Exercise description: Filter on the word "scale": copy each matching line from the listing below.

Source data:
• • •

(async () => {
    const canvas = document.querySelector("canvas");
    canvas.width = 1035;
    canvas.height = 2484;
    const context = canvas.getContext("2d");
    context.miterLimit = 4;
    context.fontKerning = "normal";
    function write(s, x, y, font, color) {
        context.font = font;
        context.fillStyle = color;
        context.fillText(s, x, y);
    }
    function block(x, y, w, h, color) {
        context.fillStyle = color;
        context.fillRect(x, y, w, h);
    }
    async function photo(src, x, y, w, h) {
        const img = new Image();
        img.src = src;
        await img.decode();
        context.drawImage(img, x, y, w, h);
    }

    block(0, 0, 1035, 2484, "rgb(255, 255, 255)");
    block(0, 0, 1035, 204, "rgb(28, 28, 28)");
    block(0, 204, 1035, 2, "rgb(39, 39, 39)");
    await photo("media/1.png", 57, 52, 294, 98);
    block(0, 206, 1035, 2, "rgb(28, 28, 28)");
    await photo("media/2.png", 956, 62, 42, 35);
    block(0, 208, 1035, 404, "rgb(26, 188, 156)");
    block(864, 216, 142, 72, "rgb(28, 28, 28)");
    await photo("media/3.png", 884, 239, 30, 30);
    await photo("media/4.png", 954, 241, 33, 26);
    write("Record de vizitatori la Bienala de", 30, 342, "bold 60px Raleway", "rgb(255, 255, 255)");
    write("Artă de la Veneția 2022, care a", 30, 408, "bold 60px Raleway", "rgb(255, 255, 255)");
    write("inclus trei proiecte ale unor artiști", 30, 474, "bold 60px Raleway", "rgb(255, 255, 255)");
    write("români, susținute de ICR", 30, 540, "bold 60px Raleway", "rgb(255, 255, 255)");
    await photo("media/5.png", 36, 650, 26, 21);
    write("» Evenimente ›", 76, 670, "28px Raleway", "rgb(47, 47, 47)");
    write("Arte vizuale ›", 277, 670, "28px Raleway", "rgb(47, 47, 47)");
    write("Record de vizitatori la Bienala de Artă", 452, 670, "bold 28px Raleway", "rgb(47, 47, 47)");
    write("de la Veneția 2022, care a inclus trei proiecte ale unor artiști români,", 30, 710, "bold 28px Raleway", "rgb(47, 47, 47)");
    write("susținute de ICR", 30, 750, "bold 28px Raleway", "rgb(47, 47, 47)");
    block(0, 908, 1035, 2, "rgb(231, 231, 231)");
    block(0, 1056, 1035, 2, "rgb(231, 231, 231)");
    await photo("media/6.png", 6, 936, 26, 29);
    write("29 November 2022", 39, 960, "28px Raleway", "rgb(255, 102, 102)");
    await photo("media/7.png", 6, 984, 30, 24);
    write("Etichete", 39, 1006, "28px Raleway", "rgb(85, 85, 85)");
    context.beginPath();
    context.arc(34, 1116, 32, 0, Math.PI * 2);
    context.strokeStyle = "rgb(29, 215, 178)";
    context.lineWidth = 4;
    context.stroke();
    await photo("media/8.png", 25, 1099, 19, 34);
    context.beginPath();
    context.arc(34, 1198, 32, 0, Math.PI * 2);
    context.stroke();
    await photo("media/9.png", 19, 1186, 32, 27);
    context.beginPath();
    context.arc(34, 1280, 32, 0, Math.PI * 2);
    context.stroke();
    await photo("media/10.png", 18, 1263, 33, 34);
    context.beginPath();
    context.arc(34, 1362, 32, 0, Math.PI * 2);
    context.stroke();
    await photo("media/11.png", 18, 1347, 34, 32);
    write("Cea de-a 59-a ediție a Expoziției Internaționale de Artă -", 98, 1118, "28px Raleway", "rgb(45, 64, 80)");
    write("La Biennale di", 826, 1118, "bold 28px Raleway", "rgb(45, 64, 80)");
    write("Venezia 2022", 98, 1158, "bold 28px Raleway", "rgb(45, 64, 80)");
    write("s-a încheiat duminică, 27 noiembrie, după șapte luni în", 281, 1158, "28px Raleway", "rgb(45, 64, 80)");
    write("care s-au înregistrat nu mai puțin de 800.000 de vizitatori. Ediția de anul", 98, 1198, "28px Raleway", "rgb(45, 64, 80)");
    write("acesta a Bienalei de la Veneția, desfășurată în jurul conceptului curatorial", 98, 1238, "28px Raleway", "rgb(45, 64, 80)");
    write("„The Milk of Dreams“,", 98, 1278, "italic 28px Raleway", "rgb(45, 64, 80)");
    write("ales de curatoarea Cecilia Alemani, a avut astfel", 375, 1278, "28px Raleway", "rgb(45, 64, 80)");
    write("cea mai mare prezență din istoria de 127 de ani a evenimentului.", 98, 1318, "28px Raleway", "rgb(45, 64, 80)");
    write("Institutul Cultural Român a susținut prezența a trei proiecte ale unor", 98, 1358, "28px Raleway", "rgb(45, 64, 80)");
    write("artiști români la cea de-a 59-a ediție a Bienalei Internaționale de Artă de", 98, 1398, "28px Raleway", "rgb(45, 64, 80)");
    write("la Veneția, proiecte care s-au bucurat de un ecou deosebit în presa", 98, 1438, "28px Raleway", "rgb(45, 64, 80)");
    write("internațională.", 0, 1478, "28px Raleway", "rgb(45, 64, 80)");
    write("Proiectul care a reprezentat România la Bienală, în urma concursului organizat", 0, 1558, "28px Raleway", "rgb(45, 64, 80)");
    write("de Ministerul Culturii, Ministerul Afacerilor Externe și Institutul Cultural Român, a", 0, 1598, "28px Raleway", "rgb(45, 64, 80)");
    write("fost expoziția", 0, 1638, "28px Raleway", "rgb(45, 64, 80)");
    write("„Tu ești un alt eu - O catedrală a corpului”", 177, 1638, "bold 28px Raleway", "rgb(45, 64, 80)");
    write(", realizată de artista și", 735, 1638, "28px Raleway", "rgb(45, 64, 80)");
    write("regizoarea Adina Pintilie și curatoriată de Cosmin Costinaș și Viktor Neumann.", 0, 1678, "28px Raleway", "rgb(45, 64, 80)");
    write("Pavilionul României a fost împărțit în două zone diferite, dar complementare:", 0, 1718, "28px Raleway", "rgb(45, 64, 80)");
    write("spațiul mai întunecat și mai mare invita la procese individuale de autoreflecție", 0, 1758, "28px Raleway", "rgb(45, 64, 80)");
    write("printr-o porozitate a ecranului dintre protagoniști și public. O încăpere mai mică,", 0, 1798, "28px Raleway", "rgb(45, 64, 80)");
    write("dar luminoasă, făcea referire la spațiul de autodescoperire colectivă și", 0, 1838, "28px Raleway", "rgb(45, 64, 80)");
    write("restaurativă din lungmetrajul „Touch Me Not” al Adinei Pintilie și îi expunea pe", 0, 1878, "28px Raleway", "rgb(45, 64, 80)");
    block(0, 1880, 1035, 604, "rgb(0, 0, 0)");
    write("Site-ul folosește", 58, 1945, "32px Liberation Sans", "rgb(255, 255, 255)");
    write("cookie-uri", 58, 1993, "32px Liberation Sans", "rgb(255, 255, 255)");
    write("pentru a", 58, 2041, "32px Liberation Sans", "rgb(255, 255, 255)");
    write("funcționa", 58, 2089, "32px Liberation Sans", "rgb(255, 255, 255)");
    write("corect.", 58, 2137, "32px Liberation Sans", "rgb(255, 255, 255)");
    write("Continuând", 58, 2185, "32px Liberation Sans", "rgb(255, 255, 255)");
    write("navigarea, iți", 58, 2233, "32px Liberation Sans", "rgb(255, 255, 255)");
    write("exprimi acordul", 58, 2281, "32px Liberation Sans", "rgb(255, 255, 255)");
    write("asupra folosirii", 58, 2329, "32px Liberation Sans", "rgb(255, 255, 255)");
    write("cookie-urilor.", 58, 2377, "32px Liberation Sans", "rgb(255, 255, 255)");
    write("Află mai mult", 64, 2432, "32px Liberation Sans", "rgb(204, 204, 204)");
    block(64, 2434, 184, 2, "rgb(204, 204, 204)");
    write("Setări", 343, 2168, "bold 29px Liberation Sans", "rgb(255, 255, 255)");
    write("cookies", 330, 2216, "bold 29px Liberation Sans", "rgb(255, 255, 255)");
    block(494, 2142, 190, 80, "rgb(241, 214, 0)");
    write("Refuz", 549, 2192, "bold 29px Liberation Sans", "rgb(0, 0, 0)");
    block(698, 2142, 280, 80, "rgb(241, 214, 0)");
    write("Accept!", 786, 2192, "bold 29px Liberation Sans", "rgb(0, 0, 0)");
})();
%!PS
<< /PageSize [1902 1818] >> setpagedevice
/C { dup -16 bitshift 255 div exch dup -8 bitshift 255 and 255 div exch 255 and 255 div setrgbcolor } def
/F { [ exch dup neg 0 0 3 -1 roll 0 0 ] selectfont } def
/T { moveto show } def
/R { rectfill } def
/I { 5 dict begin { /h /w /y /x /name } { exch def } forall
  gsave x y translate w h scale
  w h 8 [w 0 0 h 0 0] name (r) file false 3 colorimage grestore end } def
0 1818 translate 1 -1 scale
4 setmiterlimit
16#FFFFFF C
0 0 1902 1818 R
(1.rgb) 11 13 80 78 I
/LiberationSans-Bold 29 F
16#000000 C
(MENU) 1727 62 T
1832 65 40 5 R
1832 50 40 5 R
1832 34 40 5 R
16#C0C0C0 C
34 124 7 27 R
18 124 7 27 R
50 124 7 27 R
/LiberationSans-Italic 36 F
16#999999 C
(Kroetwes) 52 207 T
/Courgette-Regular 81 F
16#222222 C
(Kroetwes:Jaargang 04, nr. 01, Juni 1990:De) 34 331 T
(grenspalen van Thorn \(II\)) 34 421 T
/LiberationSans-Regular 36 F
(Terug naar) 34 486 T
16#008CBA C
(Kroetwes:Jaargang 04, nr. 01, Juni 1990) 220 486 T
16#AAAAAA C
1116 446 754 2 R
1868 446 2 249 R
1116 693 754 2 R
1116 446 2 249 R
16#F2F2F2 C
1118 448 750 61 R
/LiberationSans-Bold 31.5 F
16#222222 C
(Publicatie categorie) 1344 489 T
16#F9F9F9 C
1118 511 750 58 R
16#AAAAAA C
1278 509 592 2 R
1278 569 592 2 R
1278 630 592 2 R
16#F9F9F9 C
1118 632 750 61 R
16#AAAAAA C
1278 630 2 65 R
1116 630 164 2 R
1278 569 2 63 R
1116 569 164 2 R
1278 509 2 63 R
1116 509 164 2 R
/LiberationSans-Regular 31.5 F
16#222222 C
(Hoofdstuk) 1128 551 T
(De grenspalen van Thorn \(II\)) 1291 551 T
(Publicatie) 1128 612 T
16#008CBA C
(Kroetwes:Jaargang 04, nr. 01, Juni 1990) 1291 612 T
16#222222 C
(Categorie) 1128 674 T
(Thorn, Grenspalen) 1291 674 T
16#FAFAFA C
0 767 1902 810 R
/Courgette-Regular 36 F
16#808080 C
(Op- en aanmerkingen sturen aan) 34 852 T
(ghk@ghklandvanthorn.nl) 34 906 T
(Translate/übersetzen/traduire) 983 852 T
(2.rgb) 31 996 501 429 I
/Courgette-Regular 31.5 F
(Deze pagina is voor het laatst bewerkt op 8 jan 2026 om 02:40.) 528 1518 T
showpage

• • •

Task solution:
  gsave x y translate w h scale
0 1818 translate 1 -1 scale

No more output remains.